Since the end of the twentieth century, the clinical application of mini-implant anchorage has become a research hotspot in the field of orthodontics. At present, the CAD/CAM guide for implants provides a new idea for the design of high-precision mini-implant templates:3D reconstruction and registration technology assist in the design of implantation positions, using the inverse technique to design the digital file of the template and the template made by rapid prototyping technology (RP).
To design a high-precision mini-implant template, an accurate digital model should be first established. There are direct and indirect ways of building a digital model. The direct method is the use of a small penetrating optical scanning probe to obtain the surface morphology of soft and hard tissues such as teeth and gingiva in the patient's mouth, omitting the operations of making impressions and plaster models. The indirect method needs to make a plaster model first and then apply related technologies to reconstruct the digital model after obtaining a three-dimensional model image by the scanning protocol.

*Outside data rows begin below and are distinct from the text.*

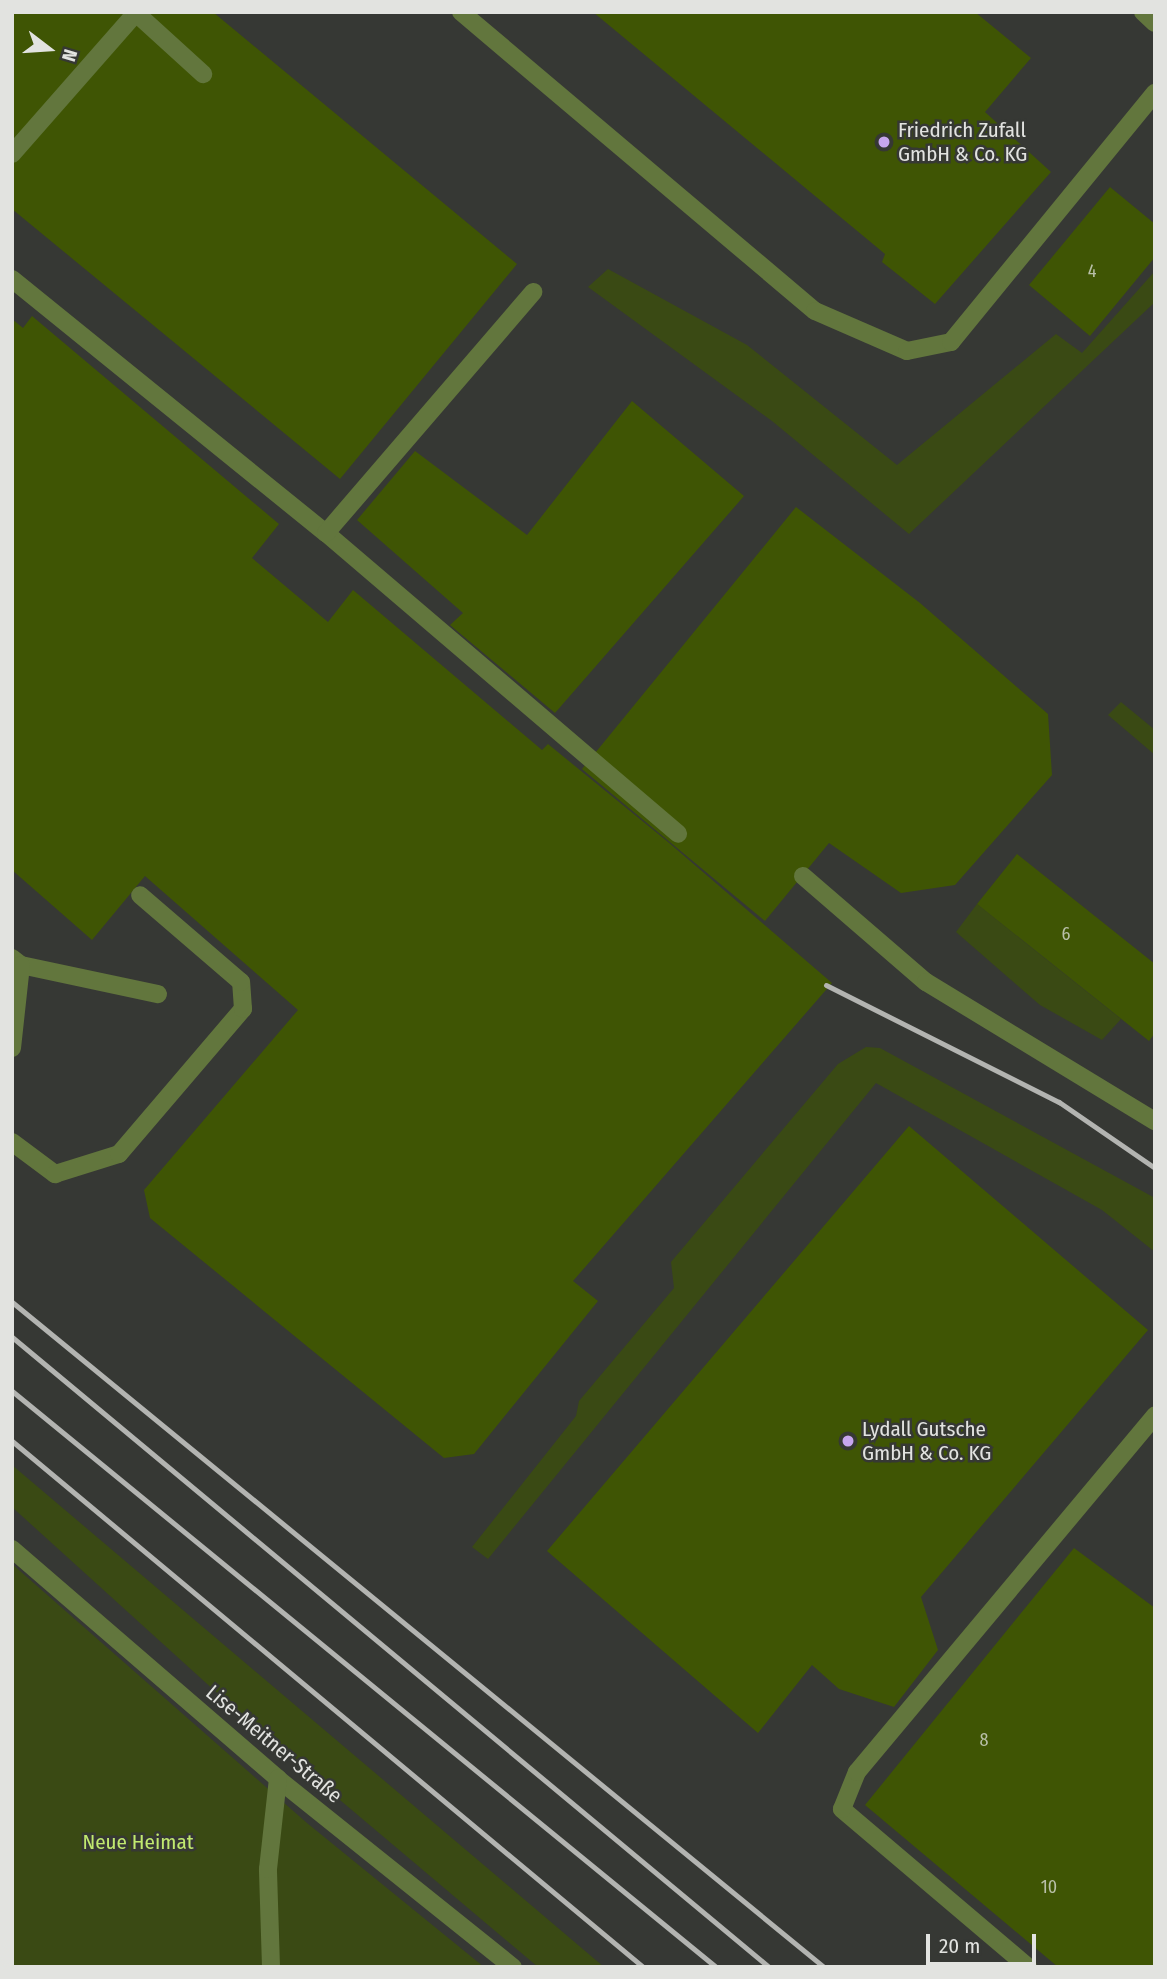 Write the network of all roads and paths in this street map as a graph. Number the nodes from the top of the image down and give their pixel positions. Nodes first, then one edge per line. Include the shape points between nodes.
1 (461, 12) edge
2 (1143, 12) edge
3 (1155, 23) edge
4 (203, 74) dead end
5 (1155, 93) edge
6 (12, 154) edge
7 (12, 279) edge
8 (533, 292) dead end
9 (326, 533) junction
10 (678, 834) dead end
11 (803, 876) dead end
12 (140, 895) dead end
13 (17, 961) edge
14 (158, 994) dead end
15 (12, 1048) edge
16 (1155, 1121) edge
17 (12, 1142) edge
18 (1155, 1415) edge
19 (12, 1549) edge
20 (278, 1779) junction
21 (271, 1967) edge
22 (513, 1967) edge
23 (1028, 1967) edge

1 - 5 street via 815,311 907,351 951,342
2 - 3 street
4 - 6 street via 136,13
7 - 9 street
8 - 9 street
9 - 10 street
11 - 16 street via 926,982
12 - 17 street via 241,982 243,1009 119,1154 55,1174
13 - 14 street
13 - 15 street
18 - 23 street via 857,1772 842,1809
19 - 20 street, Lise-Meitner-Straße
20 - 21 street via 268,1869
20 - 22 street, Lise-Meitner-Straße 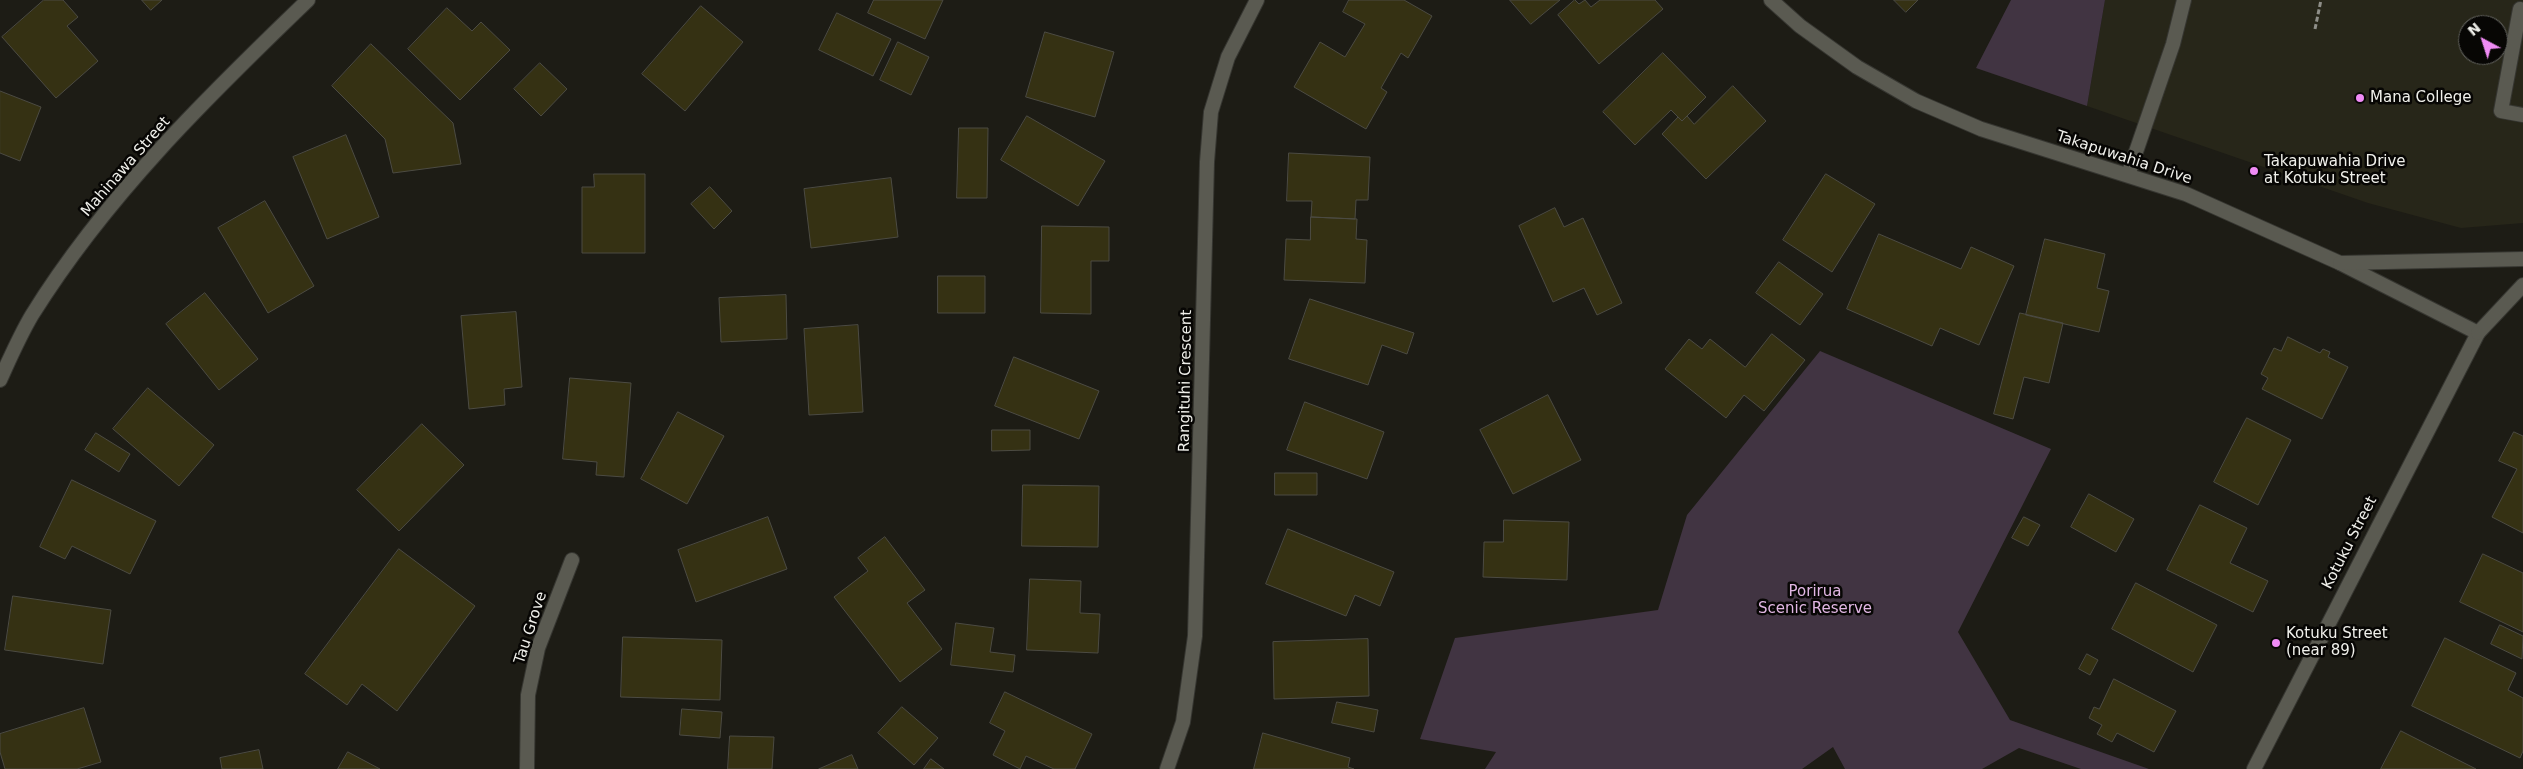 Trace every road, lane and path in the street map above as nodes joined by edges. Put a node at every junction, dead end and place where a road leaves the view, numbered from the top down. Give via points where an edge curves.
1 (308, 0) edge
2 (1257, 0) edge
3 (1771, 0) edge
4 (2184, 0) edge
5 (2321, 0) edge
6 (2520, 10) dead end
7 (2315, 29) dead end
8 (2523, 115) edge
9 (2128, 175) junction
10 (2523, 259) edge
11 (2340, 263) junction
12 (2523, 285) edge
13 (2478, 333) junction
14 (0, 380) edge
15 (572, 560) dead end
16 (526, 769) edge
17 (1167, 769) edge
18 (2254, 769) edge

1 - 14 street, Mahinawa Street via 146,164 111,204 31,317
2 - 17 street, Rangituhi Crescent via 1228,57 1212,112 1207,162 1195,636 1183,722
3 - 9 street, Takapuwahia Drive via 1800,26 1857,67 1916,101 1981,129
4 - 9 street via 2173,44
5 - 7 path
6 - 8 street via 2501,112
9 - 11 street, Takapuwahia Drive via 2186,194
10 - 11 street
11 - 13 street, Takapuwahia Drive
12 - 13 street, Kotuku Street
13 - 18 street, Kotuku Street
15 - 16 street, Tau Grove via 538,648 528,695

The most commonly used three-dimensional modelling methods include optical scanning technology, CT scanning technology, and intraoral direct scanning technology. For dental crowns, optical scanning is more accurate. CBCT has obvious advantages in tooth root and jaw scanning reconstruction [8]. Therefore, we used the method of optical scanning combined with CBCT.
3D printing technology reconstructs a three-dimensional design model through computer aided design (CAD) software or reverse engineering. The 3D printer processes the layered materials according to the data read by the software to form a three-dimensional model. Currently, commonly used rapid prototyping technologies in the dental field include stereolithography appearance (SLA), fused deposition modelling (FDM), selective laser sintering (SLS), stereo inkjet printing (inkjet-based system, IBS), and low-temperature deposition modelling (LDM). This experiment used digital light processing (DLP) technology. The software Segma implant guide uses sequential point registration and global registration to establish a high-precision three-dimensional integrated model. The deviation analysis function of the software is used to detect the 3D deviation between the two models automatically. The chromatogram shows that the registration accuracy of the three-dimensional cone beam CT model and the three-dimensional optical scanning model is high, and the registration accuracy can reach 0.1 mm. The measurement accuracy can reach 0.001 mm.
Regarding the accuracy of the mini-implant template, Bae [11] reported that the angular deviation of the mini-implant implanted by the guide was a median of 3.14°, and the mesio-distal deviations in the coronal and apical areas were medians of 0.29 mm and 0.21 mm, respectively. Liu [19] reported that the position deviations in the mesio-distal, vertical, and buccopalatal directions were 0.42, 0.47, and 0.59 mm at the tip, respectively. The mini-implant deviations of the angles from the planned position in the distomesial, vertical, and buccopalatal directions were 1.2°, 1.3°, and 1.6°, respectively. The two mini-implant templates in this study are more accurate than the templates previously reported by Liu [19] in the vertical direction.
The application of templates can increase the accuracy of mini-implant insertion, thereby reducing damage to adjacent normal structures. The interval alveolar bone between teeth roots, especially between the maxillary first molar and the second premolar, is a frequently used mini-implant site in orthodontic clinics. However, the width of alveolar bone between tooth roots varies greatly, and it easily hurts the roots. Therefore, accurate implantation is necessary. Previous studies have also suggested the use of mini-implant guides when implanting between roots [8,9,10,11,12,13] to avoid damaging the roots in the mesial and distal direction.
In this study, two implant guides were designed to control the implant depth, which can avoid the influence of the zygomatic alveolar ridge when implant anchorage was implanted to a certain extent. We hope that the mini-implant can ensure sufficient bone retention without hurting the maxillary sinus.
The infrazygomatic crest has sufficient bone mass and a double layer of cortical bone, but it is adjacent to the maxillary sinus. Therefore, when implanting mini-implants in this area, the depth of insertion should be considered, avoiding injury to the maxillary sinus. Our previous research found that it is safe for mini-implants to penetrate the maxillary sinus within 1 mm [7]. The result provided guidance on the vertical limitation of mini-implants in the position of the infrazygomatic crest zone.
In this study, two implant templates were designed to control the implantation depth, which can avoid the influence of the maxillary sinus. We hope that the mini-implant template can ensure sufficient bone retention without hurting the maxillary sinus to ensure the safety of adjacent tissues and the stability of the mini-implant.